TASK DETAILS -> Go through the listing below and output it word for word.

SUPPLIED DATA ->
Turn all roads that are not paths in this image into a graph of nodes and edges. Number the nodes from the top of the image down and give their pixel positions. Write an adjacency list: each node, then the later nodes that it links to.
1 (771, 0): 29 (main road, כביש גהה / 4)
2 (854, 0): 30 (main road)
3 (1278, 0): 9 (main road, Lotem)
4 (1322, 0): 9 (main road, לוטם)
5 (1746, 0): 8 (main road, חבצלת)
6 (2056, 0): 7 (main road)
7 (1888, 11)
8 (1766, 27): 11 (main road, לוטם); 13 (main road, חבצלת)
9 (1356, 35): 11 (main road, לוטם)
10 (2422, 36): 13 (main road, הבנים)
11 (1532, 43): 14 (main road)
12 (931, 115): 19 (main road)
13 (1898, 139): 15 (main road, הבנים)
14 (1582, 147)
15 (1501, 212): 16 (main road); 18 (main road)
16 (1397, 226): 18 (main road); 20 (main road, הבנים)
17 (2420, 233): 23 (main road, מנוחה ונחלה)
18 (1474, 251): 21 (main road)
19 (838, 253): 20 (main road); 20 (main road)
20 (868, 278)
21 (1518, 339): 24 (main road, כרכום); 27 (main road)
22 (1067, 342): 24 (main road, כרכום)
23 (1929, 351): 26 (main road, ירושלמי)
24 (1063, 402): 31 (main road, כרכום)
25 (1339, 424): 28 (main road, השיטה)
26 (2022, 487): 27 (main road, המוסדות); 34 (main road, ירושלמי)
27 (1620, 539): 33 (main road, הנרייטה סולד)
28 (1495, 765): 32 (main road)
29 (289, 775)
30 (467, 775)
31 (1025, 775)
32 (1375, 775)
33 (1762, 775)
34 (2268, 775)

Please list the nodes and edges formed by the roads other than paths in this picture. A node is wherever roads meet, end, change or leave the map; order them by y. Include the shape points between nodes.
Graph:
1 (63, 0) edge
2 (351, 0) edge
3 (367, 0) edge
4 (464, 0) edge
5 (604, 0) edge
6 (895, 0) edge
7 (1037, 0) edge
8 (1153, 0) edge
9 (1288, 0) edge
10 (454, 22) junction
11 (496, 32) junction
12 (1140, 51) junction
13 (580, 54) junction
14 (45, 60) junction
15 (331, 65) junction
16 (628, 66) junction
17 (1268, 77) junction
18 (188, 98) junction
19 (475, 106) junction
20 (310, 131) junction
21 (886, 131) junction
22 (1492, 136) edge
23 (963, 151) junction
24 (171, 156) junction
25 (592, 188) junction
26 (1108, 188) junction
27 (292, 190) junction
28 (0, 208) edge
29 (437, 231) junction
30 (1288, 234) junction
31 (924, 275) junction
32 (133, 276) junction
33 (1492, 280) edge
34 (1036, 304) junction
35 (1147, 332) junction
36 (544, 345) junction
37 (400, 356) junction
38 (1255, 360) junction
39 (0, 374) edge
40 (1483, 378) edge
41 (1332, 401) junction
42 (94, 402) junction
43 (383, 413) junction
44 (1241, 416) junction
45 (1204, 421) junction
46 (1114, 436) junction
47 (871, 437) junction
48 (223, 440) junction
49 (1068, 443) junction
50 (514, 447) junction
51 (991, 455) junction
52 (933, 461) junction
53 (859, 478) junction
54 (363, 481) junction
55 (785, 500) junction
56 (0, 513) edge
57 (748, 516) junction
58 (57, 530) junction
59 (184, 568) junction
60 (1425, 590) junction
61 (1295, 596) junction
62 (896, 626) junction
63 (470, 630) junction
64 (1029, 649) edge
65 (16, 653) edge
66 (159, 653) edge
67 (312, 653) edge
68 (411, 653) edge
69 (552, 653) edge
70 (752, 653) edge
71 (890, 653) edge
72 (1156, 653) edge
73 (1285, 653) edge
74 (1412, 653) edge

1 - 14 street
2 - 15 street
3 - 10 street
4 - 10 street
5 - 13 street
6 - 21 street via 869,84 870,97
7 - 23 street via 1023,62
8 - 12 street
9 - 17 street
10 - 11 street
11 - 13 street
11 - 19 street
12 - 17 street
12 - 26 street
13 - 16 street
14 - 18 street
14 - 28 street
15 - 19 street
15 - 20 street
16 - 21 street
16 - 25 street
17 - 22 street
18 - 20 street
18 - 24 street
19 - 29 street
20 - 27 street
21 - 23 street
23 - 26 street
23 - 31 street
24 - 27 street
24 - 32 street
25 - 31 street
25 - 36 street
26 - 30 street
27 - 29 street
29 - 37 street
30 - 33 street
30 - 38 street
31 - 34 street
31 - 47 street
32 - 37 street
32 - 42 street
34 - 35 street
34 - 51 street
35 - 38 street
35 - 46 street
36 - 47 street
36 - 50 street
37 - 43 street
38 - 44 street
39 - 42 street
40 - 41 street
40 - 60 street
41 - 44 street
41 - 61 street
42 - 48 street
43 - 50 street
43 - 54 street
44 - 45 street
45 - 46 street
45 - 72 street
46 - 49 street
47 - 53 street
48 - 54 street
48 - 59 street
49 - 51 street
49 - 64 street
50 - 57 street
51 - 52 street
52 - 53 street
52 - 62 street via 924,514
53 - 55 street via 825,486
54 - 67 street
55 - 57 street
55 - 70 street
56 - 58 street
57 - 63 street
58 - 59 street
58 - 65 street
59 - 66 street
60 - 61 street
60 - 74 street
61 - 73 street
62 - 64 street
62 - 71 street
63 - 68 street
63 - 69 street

EXERCISE SOLUTION ->
Turn all roads that are not paths in this image into a graph of nodes and edges. Number the nodes from the top of the image down and give their pixel positions. Write an adjacency list: each node, then the later nodes that it links to.
1 (771, 0): 29 (main road, כביש גהה / 4)
2 (854, 0): 30 (main road)
3 (1278, 0): 9 (main road, Lotem)
4 (1322, 0): 9 (main road, לוטם)
5 (1746, 0): 8 (main road, חבצלת)
6 (2056, 0): 7 (main road)
7 (1888, 11)
8 (1766, 27): 11 (main road, לוטם); 13 (main road, חבצלת)
9 (1356, 35): 11 (main road, לוטם)
10 (2422, 36): 13 (main road, הבנים)
11 (1532, 43): 14 (main road)
12 (931, 115): 19 (main road)
13 (1898, 139): 15 (main road, הבנים)
14 (1582, 147)
15 (1501, 212): 16 (main road); 18 (main road)
16 (1397, 226): 18 (main road); 20 (main road, הבנים)
17 (2420, 233): 23 (main road, מנוחה ונחלה)
18 (1474, 251): 21 (main road)
19 (838, 253): 20 (main road); 20 (main road)
20 (868, 278)
21 (1518, 339): 24 (main road, כרכום); 27 (main road)
22 (1067, 342): 24 (main road, כרכום)
23 (1929, 351): 26 (main road, ירושלמי)
24 (1063, 402): 31 (main road, כרכום)
25 (1339, 424): 28 (main road, השיטה)
26 (2022, 487): 27 (main road, המוסדות); 34 (main road, ירושלמי)
27 (1620, 539): 33 (main road, הנרייטה סולד)
28 (1495, 765): 32 (main road)
29 (289, 775)
30 (467, 775)
31 (1025, 775)
32 (1375, 775)
33 (1762, 775)
34 (2268, 775)

Please list the nodes and edges formed by the roads other than paths in this picture. A node is wherever roads meet, end, change or leave the map; order them by y. Include the shape points between nodes.
Graph:
1 (63, 0) edge
2 (351, 0) edge
3 (367, 0) edge
4 (464, 0) edge
5 (604, 0) edge
6 (895, 0) edge
7 (1037, 0) edge
8 (1153, 0) edge
9 (1288, 0) edge
10 (454, 22) junction
11 (496, 32) junction
12 (1140, 51) junction
13 (580, 54) junction
14 (45, 60) junction
15 (331, 65) junction
16 (628, 66) junction
17 (1268, 77) junction
18 (188, 98) junction
19 (475, 106) junction
20 (310, 131) junction
21 (886, 131) junction
22 (1492, 136) edge
23 (963, 151) junction
24 (171, 156) junction
25 (592, 188) junction
26 (1108, 188) junction
27 (292, 190) junction
28 (0, 208) edge
29 (437, 231) junction
30 (1288, 234) junction
31 (924, 275) junction
32 (133, 276) junction
33 (1492, 280) edge
34 (1036, 304) junction
35 (1147, 332) junction
36 (544, 345) junction
37 (400, 356) junction
38 (1255, 360) junction
39 (0, 374) edge
40 (1483, 378) edge
41 (1332, 401) junction
42 (94, 402) junction
43 (383, 413) junction
44 (1241, 416) junction
45 (1204, 421) junction
46 (1114, 436) junction
47 (871, 437) junction
48 (223, 440) junction
49 (1068, 443) junction
50 (514, 447) junction
51 (991, 455) junction
52 (933, 461) junction
53 (859, 478) junction
54 (363, 481) junction
55 (785, 500) junction
56 (0, 513) edge
57 (748, 516) junction
58 (57, 530) junction
59 (184, 568) junction
60 (1425, 590) junction
61 (1295, 596) junction
62 (896, 626) junction
63 (470, 630) junction
64 (1029, 649) edge
65 (16, 653) edge
66 (159, 653) edge
67 (312, 653) edge
68 (411, 653) edge
69 (552, 653) edge
70 (752, 653) edge
71 (890, 653) edge
72 (1156, 653) edge
73 (1285, 653) edge
74 (1412, 653) edge

1 - 14 street
2 - 15 street
3 - 10 street
4 - 10 street
5 - 13 street
6 - 21 street via 869,84 870,97
7 - 23 street via 1023,62
8 - 12 street
9 - 17 street
10 - 11 street
11 - 13 street
11 - 19 street
12 - 17 street
12 - 26 street
13 - 16 street
14 - 18 street
14 - 28 street
15 - 19 street
15 - 20 street
16 - 21 street
16 - 25 street
17 - 22 street
18 - 20 street
18 - 24 street
19 - 29 street
20 - 27 street
21 - 23 street
23 - 26 street
23 - 31 street
24 - 27 street
24 - 32 street
25 - 31 street
25 - 36 street
26 - 30 street
27 - 29 street
29 - 37 street
30 - 33 street
30 - 38 street
31 - 34 street
31 - 47 street
32 - 37 street
32 - 42 street
34 - 35 street
34 - 51 street
35 - 38 street
35 - 46 street
36 - 47 street
36 - 50 street
37 - 43 street
38 - 44 street
39 - 42 street
40 - 41 street
40 - 60 street
41 - 44 street
41 - 61 street
42 - 48 street
43 - 50 street
43 - 54 street
44 - 45 street
45 - 46 street
45 - 72 street
46 - 49 street
47 - 53 street
48 - 54 street
48 - 59 street
49 - 51 street
49 - 64 street
50 - 57 street
51 - 52 street
52 - 53 street
52 - 62 street via 924,514
53 - 55 street via 825,486
54 - 67 street
55 - 57 street
55 - 70 street
56 - 58 street
57 - 63 street
58 - 59 street
58 - 65 street
59 - 66 street
60 - 61 street
60 - 74 street
61 - 73 street
62 - 64 street
62 - 71 street
63 - 68 street
63 - 69 street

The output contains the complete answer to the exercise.